Checking for an array overflow

A

André Hänsel

Hello list,

while programming for an embedded platform in C, I have an array and a
pointer to a single element of the array:

uint8_t buffer[100], *bp = buffer;

*bp = U0RXBUF; // Read a character
bp++; // Move pointer forward
if (bp - buffer == sizeof(buffer)/sizeof(uint8_t)) // Buffer overflow?
bp = buffer; // Reset pointer to beginning

When I look at the disassembly there is no code generated for "bp =
buffer;".

Is the compiler allowed to assume that bp - buffer will never be 100
because the last element of buffer is 99 and optimize it away? Or did
I make some other mistake?

Regards,
André
 
I

Ian Collins

Hello list,

while programming for an embedded platform in C, I have an array and a
pointer to a single element of the array:

uint8_t buffer[100], *bp = buffer;

*bp = U0RXBUF; // Read a character
bp++; // Move pointer forward
if (bp - buffer == sizeof(buffer)/sizeof(uint8_t)) // Buffer overflow?
bp = buffer; // Reset pointer to beginning

When I look at the disassembly there is no code generated for "bp =
buffer;".

Is the compiler allowed to assume that bp - buffer will never be 100
because the last element of buffer is 99 and optimize it away?

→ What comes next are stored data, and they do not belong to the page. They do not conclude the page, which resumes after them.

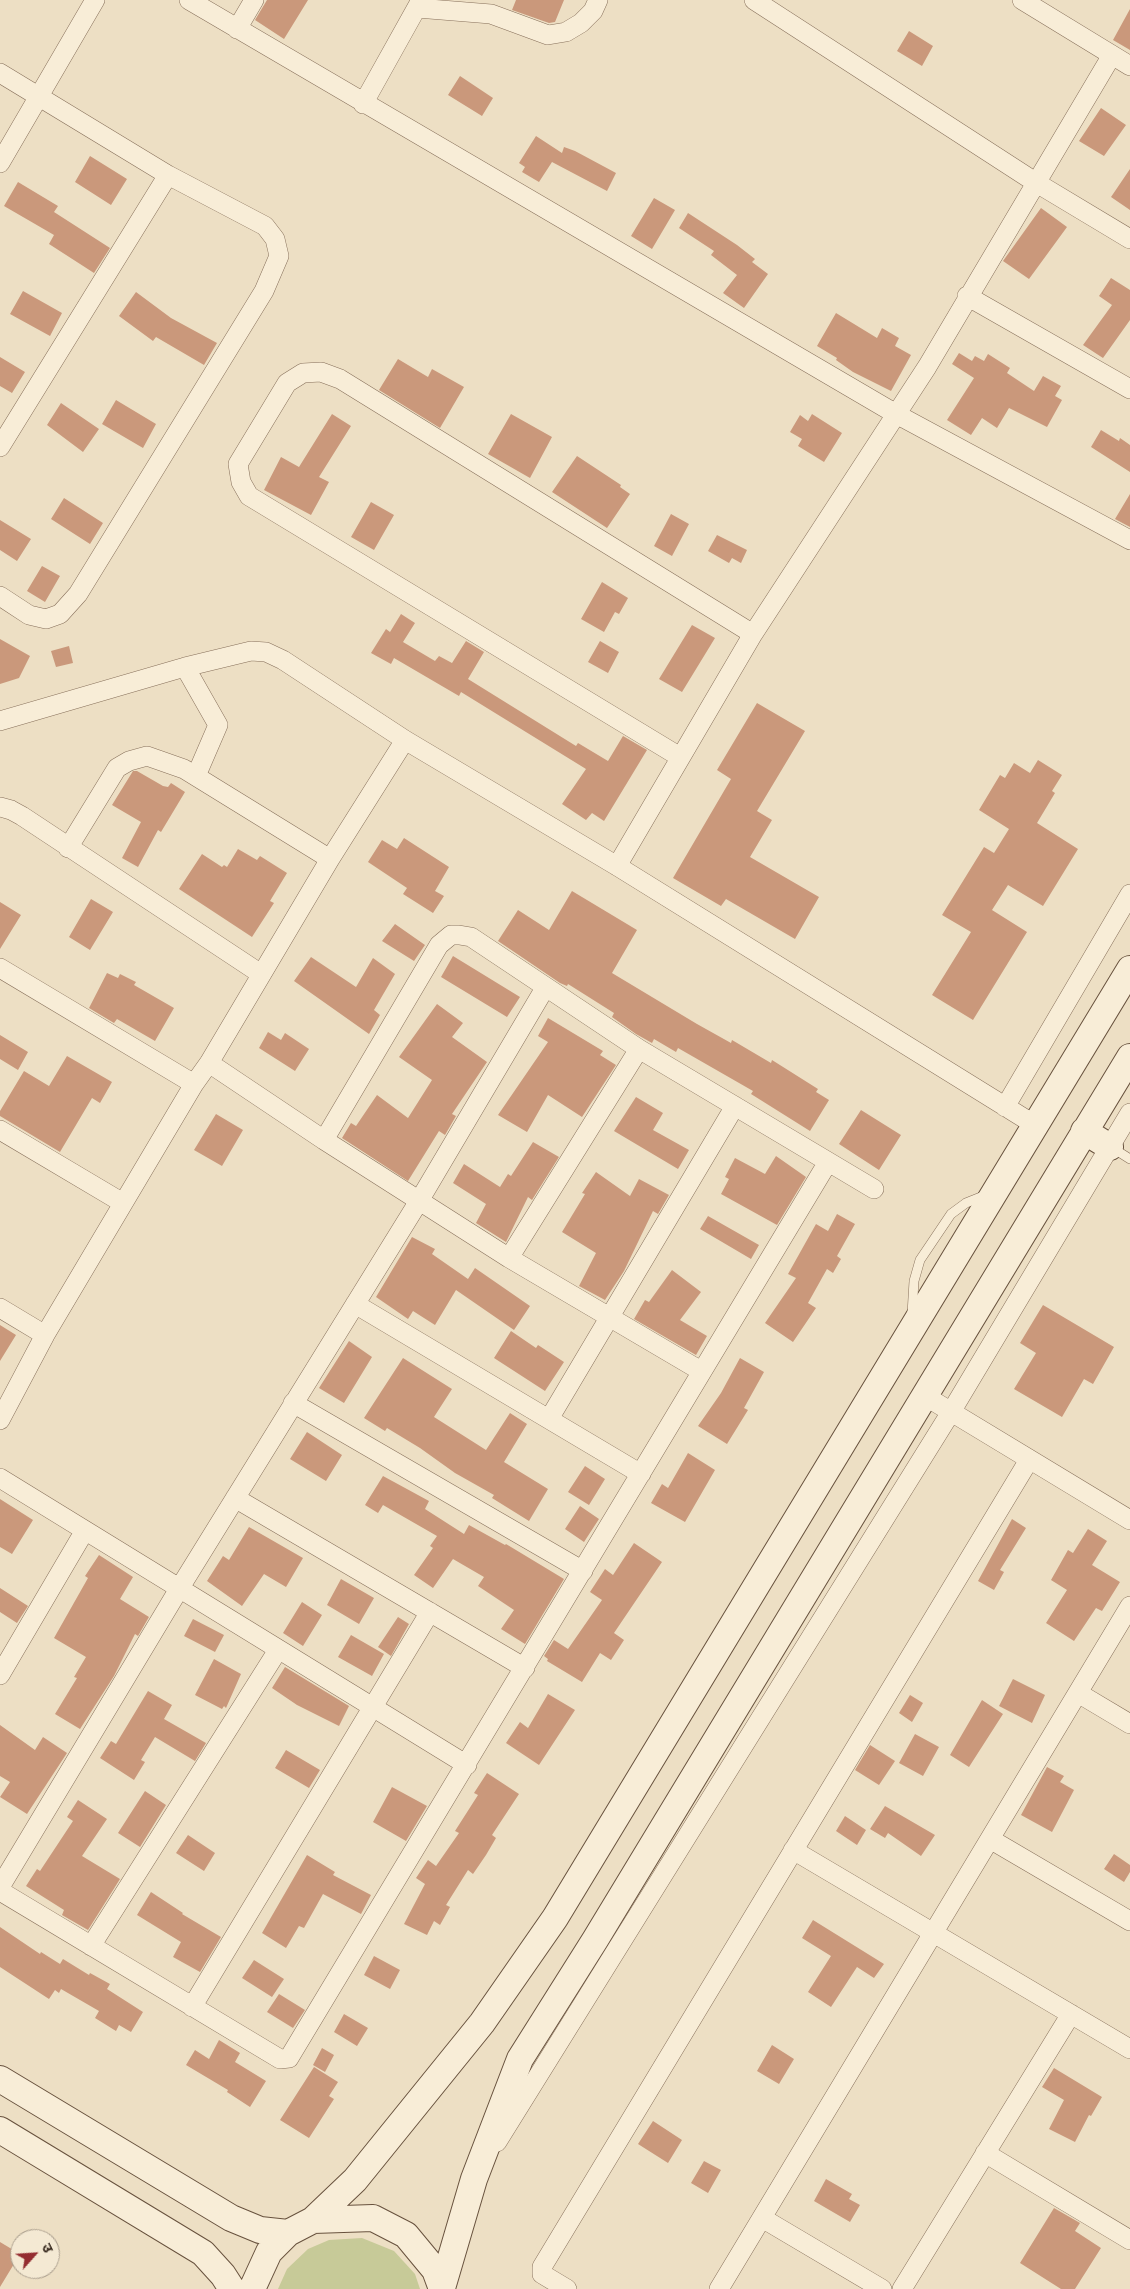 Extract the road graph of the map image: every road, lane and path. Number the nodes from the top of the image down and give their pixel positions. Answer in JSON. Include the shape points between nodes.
{"nodes":[{"id":1,"x":95,"y":0,"type":"edge"},
{"id":2,"x":188,"y":0,"type":"edge"},
{"id":3,"x":254,"y":0,"type":"edge"},
{"id":4,"x":598,"y":0,"type":"edge"},
{"id":5,"x":754,"y":0,"type":"edge"},
{"id":6,"x":1022,"y":0,"type":"edge"},
{"id":7,"x":419,"y":4,"type":"edge"},
{"id":8,"x":495,"y":7,"type":"edge"},
{"id":9,"x":237,"y":29,"type":"junction"},
{"id":10,"x":1112,"y":55,"type":"junction"},
{"id":11,"x":1130,"y":66,"type":"edge"},
{"id":12,"x":0,"y":73,"type":"edge"},
{"id":13,"x":39,"y":98,"type":"junction"},
{"id":14,"x":363,"y":104,"type":"junction"},
{"id":15,"x":0,"y":163,"type":"edge"},
{"id":16,"x":168,"y":175,"type":"junction"},
{"id":17,"x":1035,"y":182,"type":"junction"},
{"id":18,"x":1130,"y":239,"type":"edge"},
{"id":19,"x":967,"y":296,"type":"junction"},
{"id":20,"x":1130,"y":389,"type":"edge"},
{"id":21,"x":896,"y":414,"type":"junction"},
{"id":22,"x":0,"y":448,"type":"edge"},
{"id":23,"x":1130,"y":540,"type":"edge"},
{"id":24,"x":0,"y":596,"type":"edge"},
{"id":25,"x":753,"y":634,"type":"junction"},
{"id":26,"x":185,"y":667,"type":"junction"},
{"id":27,"x":0,"y":722,"type":"edge"},
{"id":28,"x":405,"y":740,"type":"junction"},
{"id":29,"x":680,"y":757,"type":"junction"},
{"id":30,"x":196,"y":776,"type":"junction"},
{"id":31,"x":0,"y":807,"type":"edge"},
{"id":32,"x":68,"y":848,"type":"junction"},
{"id":33,"x":330,"y":859,"type":"junction"},
{"id":34,"x":617,"y":866,"type":"junction"},
{"id":35,"x":1130,"y":894,"type":"edge"},
{"id":36,"x":0,"y":968,"type":"edge"},
{"id":37,"x":1130,"y":969,"type":"edge"},
{"id":38,"x":261,"y":974,"type":"junction"},
{"id":39,"x":545,"y":988,"type":"junction"},
{"id":40,"x":639,"y":1050,"type":"junction"},
{"id":41,"x":1130,"y":1057,"type":"edge"},
{"id":42,"x":209,"y":1063,"type":"junction"},
{"id":43,"x":194,"y":1084,"type":"junction"},
{"id":44,"x":735,"y":1106,"type":"junction"},
{"id":45,"x":1005,"y":1107,"type":"junction"},
{"id":46,"x":1130,"y":1113,"type":"edge"},
{"id":47,"x":1035,"y":1125,"type":"junction"},
{"id":48,"x":0,"y":1130,"type":"edge"},
{"id":49,"x":1084,"y":1131,"type":"junction"},
{"id":50,"x":324,"y":1140,"type":"junction"},
{"id":51,"x":1120,"y":1153,"type":"edge"},
{"id":52,"x":828,"y":1162,"type":"junction"},
{"id":53,"x":874,"y":1189,"type":"dead end"},
{"id":54,"x":418,"y":1201,"type":"junction"},
{"id":55,"x":123,"y":1203,"type":"junction"},
{"id":56,"x":509,"y":1258,"type":"junction"},
{"id":57,"x":355,"y":1304,"type":"junction"},
{"id":58,"x":0,"y":1308,"type":"edge"},
{"id":59,"x":611,"y":1317,"type":"junction"},
{"id":60,"x":45,"y":1336,"type":"junction"},
{"id":61,"x":702,"y":1371,"type":"junction"},
{"id":62,"x":924,"y":1396,"type":"junction"},
{"id":63,"x":293,"y":1404,"type":"junction"},
{"id":64,"x":951,"y":1412,"type":"junction"},
{"id":65,"x":0,"y":1420,"type":"edge"},
{"id":66,"x":549,"y":1420,"type":"junction"},
{"id":67,"x":1030,"y":1460,"type":"junction"},
{"id":68,"x":641,"y":1474,"type":"junction"},
{"id":69,"x":0,"y":1478,"type":"edge"},
{"id":70,"x":235,"y":1498,"type":"junction"},
{"id":71,"x":1130,"y":1520,"type":"edge"},
{"id":72,"x":84,"y":1532,"type":"junction"},
{"id":73,"x":583,"y":1571,"type":"junction"},
{"id":74,"x":179,"y":1589,"type":"junction"},
{"id":75,"x":1130,"y":1606,"type":"edge"},
{"id":76,"x":430,"y":1612,"type":"junction"},
{"id":77,"x":278,"y":1650,"type":"junction"},
{"id":78,"x":525,"y":1668,"type":"junction"},
{"id":79,"x":0,"y":1674,"type":"edge"},
{"id":80,"x":1078,"y":1693,"type":"junction"},
{"id":81,"x":374,"y":1708,"type":"junction"},
{"id":82,"x":1130,"y":1724,"type":"edge"},
{"id":83,"x":467,"y":1764,"type":"junction"},
{"id":84,"x":990,"y":1839,"type":"junction"},
{"id":85,"x":793,"y":1850,"type":"junction"},
{"id":86,"x":0,"y":1887,"type":"edge"},
{"id":87,"x":0,"y":1891,"type":"edge"},
{"id":88,"x":1130,"y":1921,"type":"edge"},
{"id":89,"x":933,"y":1933,"type":"junction"},
{"id":90,"x":92,"y":1946,"type":"junction"},
{"id":91,"x":192,"y":2007,"type":"junction"},
{"id":92,"x":1071,"y":2014,"type":"junction"},
{"id":93,"x":1130,"y":2049,"type":"edge"},
{"id":94,"x":0,"y":2079,"type":"edge"},
{"id":95,"x":0,"y":2130,"type":"edge"},
{"id":96,"x":985,"y":2153,"type":"junction"},
{"id":97,"x":474,"y":2179,"type":"junction"},
{"id":98,"x":762,"y":2218,"type":"junction"},
{"id":99,"x":313,"y":2220,"type":"junction"},
{"id":100,"x":288,"y":2233,"type":"junction"},
{"id":101,"x":1130,"y":2240,"type":"edge"},
{"id":102,"x":442,"y":2288,"type":"edge"},
{"id":103,"x":232,"y":2289,"type":"edge"},
{"id":104,"x":252,"y":2289,"type":"edge"},
{"id":105,"x":567,"y":2289,"type":"edge"},
{"id":106,"x":719,"y":2289,"type":"edge"},
{"id":107,"x":882,"y":2289,"type":"edge"},
{"id":108,"x":902,"y":2289,"type":"edge"}],
"edges":[{"from":1,"to":13,"type":"street"},
{"from":2,"to":9,"type":"street"},
{"from":3,"to":9,"type":"street"},
{"from":4,"to":8,"type":"street","via":[[581,22],[566,32],[548,35]]},
{"from":5,"to":17,"type":"street"},
{"from":6,"to":10,"type":"street"},
{"from":7,"to":8,"type":"street"},
{"from":7,"to":14,"type":"street"},
{"from":9,"to":14,"type":"street"},
{"from":10,"to":11,"type":"street"},
{"from":10,"to":17,"type":"street"},
{"from":12,"to":13,"type":"street"},
{"from":13,"to":15,"type":"street"},
{"from":13,"to":16,"type":"street"},
{"from":14,"to":21,"type":"street"},
{"from":16,"to":22,"type":"street"},
{"from":16,"to":24,"type":"street","via":[[265,226],[275,239],[279,256],[264,291],[78,594],[60,614],[46,619],[29,615]]},
{"from":17,"to":18,"type":"street"},
{"from":17,"to":19,"type":"street"},
{"from":19,"to":20,"type":"street"},
{"from":19,"to":21,"type":"street"},
{"from":21,"to":23,"type":"street"},
{"from":21,"to":25,"type":"street"},
{"from":25,"to":29,"type":"street"},
{"from":25,"to":29,"type":"street","via":[[340,379],[321,372],[303,373],[287,383],[238,464],[241,482],[249,496]]},
{"from":26,"to":27,"type":"street"},
{"from":26,"to":28,"type":"street","via":[[251,651],[266,652]]},
{"from":26,"to":30,"type":"street","via":[[218,725]]},
{"from":28,"to":33,"type":"street"},
{"from":28,"to":34,"type":"street"},
{"from":29,"to":34,"type":"street"},
{"from":30,"to":32,"type":"street","via":[[147,756],[129,761],[117,768]]},
{"from":30,"to":33,"type":"street"},
{"from":31,"to":32,"type":"street","via":[[22,816]]},
{"from":32,"to":38,"type":"street"},
{"from":33,"to":38,"type":"street"},
{"from":34,"to":45,"type":"street"},
{"from":35,"to":45,"type":"street"},
{"from":36,"to":43,"type":"street"},
{"from":37,"to":47,"type":"street"},
{"from":38,"to":42,"type":"street"},
{"from":39,"to":40,"type":"street"},
{"from":39,"to":50,"type":"street","via":[[471,937],[451,935],[445,938]]},
{"from":39,"to":54,"type":"street"},
{"from":40,"to":44,"type":"street"},
{"from":40,"to":56,"type":"street"},
{"from":41,"to":49,"type":"street"},
{"from":42,"to":43,"type":"street"},
{"from":42,"to":50,"type":"street"},
{"from":43,"to":55,"type":"street"},
{"from":44,"to":52,"type":"street"},
{"from":44,"to":59,"type":"street"},
{"from":45,"to":47,"type":"street"},
{"from":46,"to":51,"type":"street"},
{"from":47,"to":99,"type":"street","via":[[555,1918],[482,2023],[355,2180]]},
{"from":48,"to":55,"type":"street"},
{"from":49,"to":51,"type":"street"},
{"from":49,"to":62,"type":"street"},
{"from":50,"to":54,"type":"street"},
{"from":51,"to":64,"type":"street"},
{"from":52,"to":53,"type":"street"},
{"from":52,"to":61,"type":"street"},
{"from":54,"to":56,"type":"street"},
{"from":54,"to":57,"type":"street"},
{"from":55,"to":60,"type":"street"},
{"from":56,"to":59,"type":"street"},
{"from":57,"to":63,"type":"street"},
{"from":57,"to":66,"type":"street"},
{"from":58,"to":60,"type":"street"},
{"from":59,"to":61,"type":"street"},
{"from":59,"to":66,"type":"street"},
{"from":60,"to":65,"type":"street"},
{"from":61,"to":68,"type":"street"},
{"from":62,"to":64,"type":"street"},
{"from":62,"to":97,"type":"street","via":[[520,2060]]},
{"from":63,"to":70,"type":"street"},
{"from":63,"to":73,"type":"street"},
{"from":64,"to":67,"type":"street"},
{"from":64,"to":97,"type":"street"},
{"from":66,"to":68,"type":"street"},
{"from":67,"to":71,"type":"street"},
{"from":67,"to":85,"type":"street"},
{"from":68,"to":73,"type":"street"},
{"from":69,"to":72,"type":"street"},
{"from":70,"to":74,"type":"street"},
{"from":70,"to":76,"type":"street"},
{"from":72,"to":74,"type":"street"},
{"from":72,"to":79,"type":"street"},
{"from":73,"to":78,"type":"street"},
{"from":74,"to":77,"type":"street"},
{"from":74,"to":86,"type":"street"},
{"from":75,"to":80,"type":"street"},
{"from":76,"to":78,"type":"street"},
{"from":76,"to":81,"type":"street"},
{"from":77,"to":81,"type":"street"},
{"from":77,"to":90,"type":"street"},
{"from":78,"to":83,"type":"street"},
{"from":80,"to":82,"type":"street"},
{"from":80,"to":84,"type":"street"},
{"from":81,"to":83,"type":"street"},
{"from":81,"to":91,"type":"street"},
{"from":83,"to":91,"type":"street","via":[[289,2058],[280,2059]]},
{"from":84,"to":88,"type":"street"},
{"from":84,"to":89,"type":"street"},
{"from":85,"to":89,"type":"street"},
{"from":85,"to":105,"type":"street","via":[[542,2267],[542,2274]]},
{"from":87,"to":90,"type":"street"},
{"from":89,"to":92,"type":"street"},
{"from":89,"to":98,"type":"street"},
{"from":90,"to":91,"type":"street"},
{"from":92,"to":93,"type":"street"},
{"from":92,"to":96,"type":"street"},
{"from":94,"to":100,"type":"street","via":[[231,2218],[260,2230]]},
{"from":95,"to":103,"type":"street","via":[[203,2253]]},
{"from":96,"to":101,"type":"street"},
{"from":96,"to":108,"type":"street"},
{"from":97,"to":102,"type":"street"},
{"from":98,"to":106,"type":"street"},
{"from":98,"to":107,"type":"street"},
{"from":99,"to":100,"type":"street"},
{"from":99,"to":102,"type":"street","via":[[374,2218],[406,2235],[435,2270]]},
{"from":100,"to":104,"type":"street","via":[[269,2252]]}]}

It can't because bp - buffer can be 100. There isn't any array bounds
checking in C.
Or did I make some other mistake?

Is that the exact code?
 
T

Thad Smith

Ian said:
On 07/12/10 10:40 AM, André Hänsel wrote:
while programming for an embedded platform in C, I have an array and a
pointer to a single element of the array:

uint8_t buffer[100], *bp = buffer;

*bp = U0RXBUF; // Read a character
bp++; // Move pointer forward
if (bp - buffer == sizeof(buffer)/sizeof(uint8_t)) // Buffer overflow?
bp = buffer; // Reset pointer to beginning

When I look at the disassembly there is no code generated for "bp =
buffer;".

Is the compiler allowed to assume that bp - buffer will never be 100
because the last element of buffer is 99 and optimize it away?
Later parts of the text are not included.